It’s time to end the lawsuit against poor children
By Congressman Al Lawson
Special to the Outlook
Those who know me from my years in the Florida House and Senate know that I have always fought for public education in Florida. However, my definition of what “public education” actually means took an interesting turn over the last decade. I watched with interest as parents began to choose to send their children to district magnet schools and charter schools. I saw students use taxpayer dollars to use the Florida Virtual School and classes at colleges and community colleges while attending their local schools. Now over 40 percent of children funded by Florida taxpayers don’t attend their zoned district school. In Dade County that figure is over 60 percent.
I have to admit that in 2001 when the Florida legislature created one new aspect of this new definition of public education–the tax credit scholarship program– I did not vote for it. I was conditioned by tradition to think that any program that helped kids, even really poor kids, attend anything other than their zoned district school was not a good thing.
However, I always listen to my constituents. They often show me that my positions need to be modified, and that was the case with this program. Many times people would come up to me and thank me for creating the scholarship program—even though I hadn’t voted for it. They told me how they were desperate for an alternative for their children—not because their assigned school was bad, but because it just wasn’t a good fit for their children. The last straw was when I was in the hospital and my nurse lavished praise on me for creating it, saying it saved her child. I was a convert.
I went on to co-sponsor bills expanding the program while I was Democratic Leader in the state Senate. I wasn’t alone in listening to constituents—by 2008 half of the Democrats in the House, a third in the Senate, and a majority of the overall Black Caucus voted to expand the program. I was honored when I was asked to join the board of the main non-profit that administers the program. I receive no compensation for doing so.
Given my experience with the program, you can imagine my dismay when the Florida Education Association filed a lawsuit in 2014 to shut it down. I couldn’t understand why they would want to end a program that is helping the poorest—and poorest performing—children in the public schools. The program serves fewer than 4 percent of the kids in Florida’s public schools, and its annual budget is less than 3 percent of the state’s education budget.

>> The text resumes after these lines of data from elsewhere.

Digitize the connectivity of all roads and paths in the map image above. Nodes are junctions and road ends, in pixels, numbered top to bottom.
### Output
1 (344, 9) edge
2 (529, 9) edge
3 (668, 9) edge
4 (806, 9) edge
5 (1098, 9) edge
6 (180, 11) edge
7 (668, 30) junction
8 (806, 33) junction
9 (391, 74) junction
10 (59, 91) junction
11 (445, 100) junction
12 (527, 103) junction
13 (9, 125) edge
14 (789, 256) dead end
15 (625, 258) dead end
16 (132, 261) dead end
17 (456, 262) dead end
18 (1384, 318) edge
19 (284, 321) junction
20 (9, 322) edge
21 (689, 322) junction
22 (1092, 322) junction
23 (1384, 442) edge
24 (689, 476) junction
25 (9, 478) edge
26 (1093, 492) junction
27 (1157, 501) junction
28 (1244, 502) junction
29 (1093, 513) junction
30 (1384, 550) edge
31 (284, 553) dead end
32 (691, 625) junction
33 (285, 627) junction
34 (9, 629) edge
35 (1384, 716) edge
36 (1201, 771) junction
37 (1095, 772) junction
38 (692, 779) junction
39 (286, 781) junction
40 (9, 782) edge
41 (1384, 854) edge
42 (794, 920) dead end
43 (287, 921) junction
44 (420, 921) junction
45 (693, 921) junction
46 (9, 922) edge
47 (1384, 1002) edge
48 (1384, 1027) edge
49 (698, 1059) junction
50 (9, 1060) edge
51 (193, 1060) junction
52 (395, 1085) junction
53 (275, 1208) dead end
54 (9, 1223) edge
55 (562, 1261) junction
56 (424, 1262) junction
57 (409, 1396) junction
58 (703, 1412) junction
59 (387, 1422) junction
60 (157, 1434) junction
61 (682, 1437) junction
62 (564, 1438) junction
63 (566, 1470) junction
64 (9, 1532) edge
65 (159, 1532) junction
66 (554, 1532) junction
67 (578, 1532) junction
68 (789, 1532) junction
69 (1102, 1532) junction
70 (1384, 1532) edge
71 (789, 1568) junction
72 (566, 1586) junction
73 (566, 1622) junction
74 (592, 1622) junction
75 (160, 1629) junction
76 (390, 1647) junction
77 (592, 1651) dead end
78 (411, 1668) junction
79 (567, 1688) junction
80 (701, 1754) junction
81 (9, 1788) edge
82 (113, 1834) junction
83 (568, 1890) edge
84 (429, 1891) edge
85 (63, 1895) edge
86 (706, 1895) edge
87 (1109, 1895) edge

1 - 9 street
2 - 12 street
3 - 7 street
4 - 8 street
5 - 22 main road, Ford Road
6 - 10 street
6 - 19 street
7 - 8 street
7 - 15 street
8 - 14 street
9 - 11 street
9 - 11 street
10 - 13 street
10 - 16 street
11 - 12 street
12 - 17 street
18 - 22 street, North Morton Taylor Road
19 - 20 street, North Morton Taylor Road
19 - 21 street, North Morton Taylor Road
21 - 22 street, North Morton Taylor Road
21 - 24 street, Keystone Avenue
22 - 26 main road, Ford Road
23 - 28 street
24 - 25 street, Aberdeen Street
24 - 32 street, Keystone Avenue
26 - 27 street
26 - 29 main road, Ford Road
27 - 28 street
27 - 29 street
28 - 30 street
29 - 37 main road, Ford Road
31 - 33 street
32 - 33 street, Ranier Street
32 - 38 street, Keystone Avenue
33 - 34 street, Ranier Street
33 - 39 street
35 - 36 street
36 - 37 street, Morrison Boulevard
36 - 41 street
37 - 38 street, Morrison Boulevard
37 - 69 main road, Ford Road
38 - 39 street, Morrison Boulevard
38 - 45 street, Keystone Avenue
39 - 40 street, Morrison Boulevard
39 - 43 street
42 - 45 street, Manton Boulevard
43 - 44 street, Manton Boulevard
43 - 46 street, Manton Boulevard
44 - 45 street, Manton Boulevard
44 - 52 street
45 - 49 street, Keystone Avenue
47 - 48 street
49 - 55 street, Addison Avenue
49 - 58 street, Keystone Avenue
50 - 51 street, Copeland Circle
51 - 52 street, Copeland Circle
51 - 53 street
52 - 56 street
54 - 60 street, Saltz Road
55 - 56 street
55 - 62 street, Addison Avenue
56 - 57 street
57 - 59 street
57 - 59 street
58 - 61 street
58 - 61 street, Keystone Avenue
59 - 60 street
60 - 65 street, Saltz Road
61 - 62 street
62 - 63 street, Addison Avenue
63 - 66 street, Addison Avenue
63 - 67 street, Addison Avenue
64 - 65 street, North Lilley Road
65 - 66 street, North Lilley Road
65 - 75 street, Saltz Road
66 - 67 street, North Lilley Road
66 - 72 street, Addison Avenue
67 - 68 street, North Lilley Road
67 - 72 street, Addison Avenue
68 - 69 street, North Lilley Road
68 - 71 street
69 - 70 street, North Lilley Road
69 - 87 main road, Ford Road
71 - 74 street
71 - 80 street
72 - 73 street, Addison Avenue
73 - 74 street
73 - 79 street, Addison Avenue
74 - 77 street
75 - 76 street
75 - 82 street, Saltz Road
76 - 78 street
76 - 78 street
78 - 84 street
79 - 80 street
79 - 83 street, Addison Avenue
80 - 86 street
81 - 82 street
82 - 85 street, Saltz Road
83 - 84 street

Most people understand the damage this suit would do to the 100,000 poor children who would be evicted from their schools. But I don’t hear many talking about the damage it would do to the school districts. They just won’t be able to absorb those kids. We already read stories about districts like Orange and Osceola that are dealing with overcrowded schools. If the program ends, many districts will be plunged into fiscal and operational chaos. How does this help them?
The union says that they are upset that the scholarships can be used at faith based schools. But families use taxpayer funds to pay tuition at faith based schools under our Voluntary Pre-K and Bright Futures college scholarship programs. A majority of the 30,000 McKay Scholarship children using taxpayer funds to pay private school tuition do so at faith based ones. Why hasn’t the FEA filed suit against these programs?
Given the social justice context of this lawsuit, I have not been surprised at the strong reaction from the community. Over 200 black and Hispanic ministers around the state have denounced the suit. In January—the day after the MLK holiday–over 10,000 people marched on Tallahassee to protest the lawsuit. They listened to MLK III demand that it be dropped.
Three of the original plaintiffs—including the Florida PTA and the school boards association—heard these voices and dropped from the suit. For the good of the scholarship children, the school districts —and their own legacy—the FEA should do the same.